So, I know yet another Precision, Recall question which is asked umpteenth times now.
I wanted to ask some specific business related questions.
Imagine if you are building a classifier to predict which patient who are diagnosed with certain disease are most likely to going to become eligible for treatment in next 3 months.
You build a binary classifier.
Here's the numbers u get for model in production:
Precision : 0.0032 or 0.32%
Recall : 50% or 0.5
Same stats during development:
Precision: 24% or 0.24
Recall: 68% or 0.68
My Question:
- How good is this model?
From what I understand if a model has such a low precision close to zero, then it means model is basically predicting all false positives. Meaning it is telling that lot of patients will become eligible for treatment.

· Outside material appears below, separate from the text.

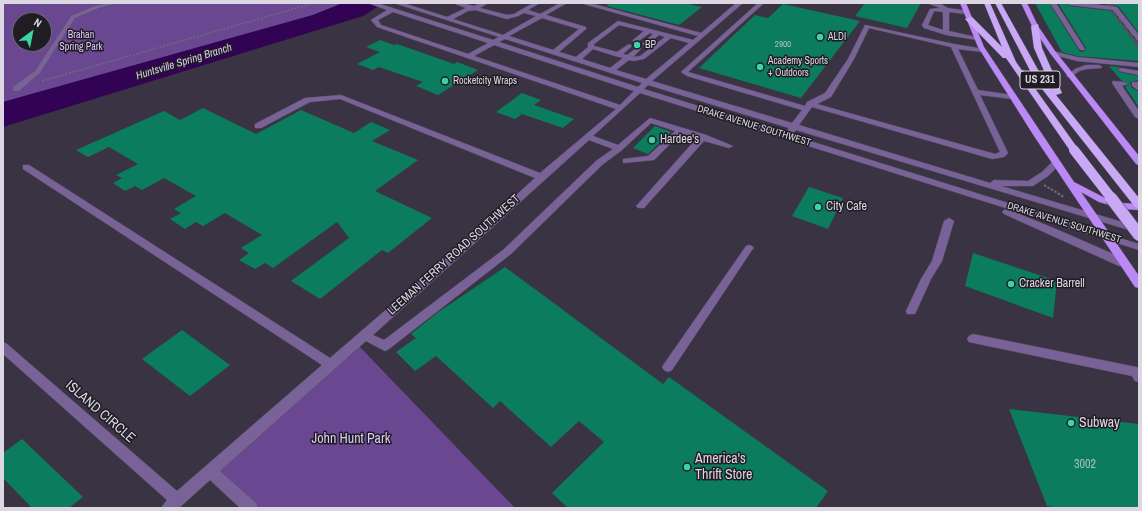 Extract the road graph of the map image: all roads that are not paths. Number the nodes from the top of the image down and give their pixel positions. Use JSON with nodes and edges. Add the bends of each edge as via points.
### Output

But the Recall of 50% should mean anything? I believe since FP is so high, any hit rate is mostly due to chance since model is calling many patients as positive.
So, is it right to say, this model is of no good and Recall of 50% actually doesn't mean model picked out 50% of predictions correct.
Am I thinking on the right track or what am I missing?
I believe the data is highly skewed also
Scenario where the above can happen:
Have a patient pool of 10k. Model predicts 1k as Positive or eligible for treatment. Total actual eligible (TP) = 6. Model gets 3 of them. So Precision = 3/1000 = 0.003.
While Recall = 3/3+3(FN)= 0.5